> _Your task_
Transcribe all of the entries, matching each one exactly.

>>

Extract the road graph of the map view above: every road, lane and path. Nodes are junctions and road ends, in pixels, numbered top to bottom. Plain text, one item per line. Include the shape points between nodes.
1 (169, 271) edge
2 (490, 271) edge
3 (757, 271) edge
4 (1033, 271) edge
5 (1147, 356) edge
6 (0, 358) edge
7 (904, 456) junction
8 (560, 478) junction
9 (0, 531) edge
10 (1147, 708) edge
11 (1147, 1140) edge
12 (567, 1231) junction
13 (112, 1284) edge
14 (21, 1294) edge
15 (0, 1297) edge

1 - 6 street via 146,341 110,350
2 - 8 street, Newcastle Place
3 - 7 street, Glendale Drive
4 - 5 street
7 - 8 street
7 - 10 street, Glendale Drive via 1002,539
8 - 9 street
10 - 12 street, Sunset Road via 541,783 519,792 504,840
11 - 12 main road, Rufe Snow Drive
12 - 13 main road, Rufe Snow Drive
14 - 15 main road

<<

> _Solution to this problem_
Extract the road graph of the map view above: every road, lane and path. Nodes are junctions and road ends, in pixels, numbered top to bottom. Plain text, one item per line. Include the shape points between nodes.
1 (169, 271) edge
2 (490, 271) edge
3 (757, 271) edge
4 (1033, 271) edge
5 (1147, 356) edge
6 (0, 358) edge
7 (904, 456) junction
8 (560, 478) junction
9 (0, 531) edge
10 (1147, 708) edge
11 (1147, 1140) edge
12 (567, 1231) junction
13 (112, 1284) edge
14 (21, 1294) edge
15 (0, 1297) edge

1 - 6 street via 146,341 110,350
2 - 8 street, Newcastle Place
3 - 7 street, Glendale Drive
4 - 5 street
7 - 8 street
7 - 10 street, Glendale Drive via 1002,539
8 - 9 street
10 - 12 street, Sunset Road via 541,783 519,792 504,840
11 - 12 main road, Rufe Snow Drive
12 - 13 main road, Rufe Snow Drive
14 - 15 main road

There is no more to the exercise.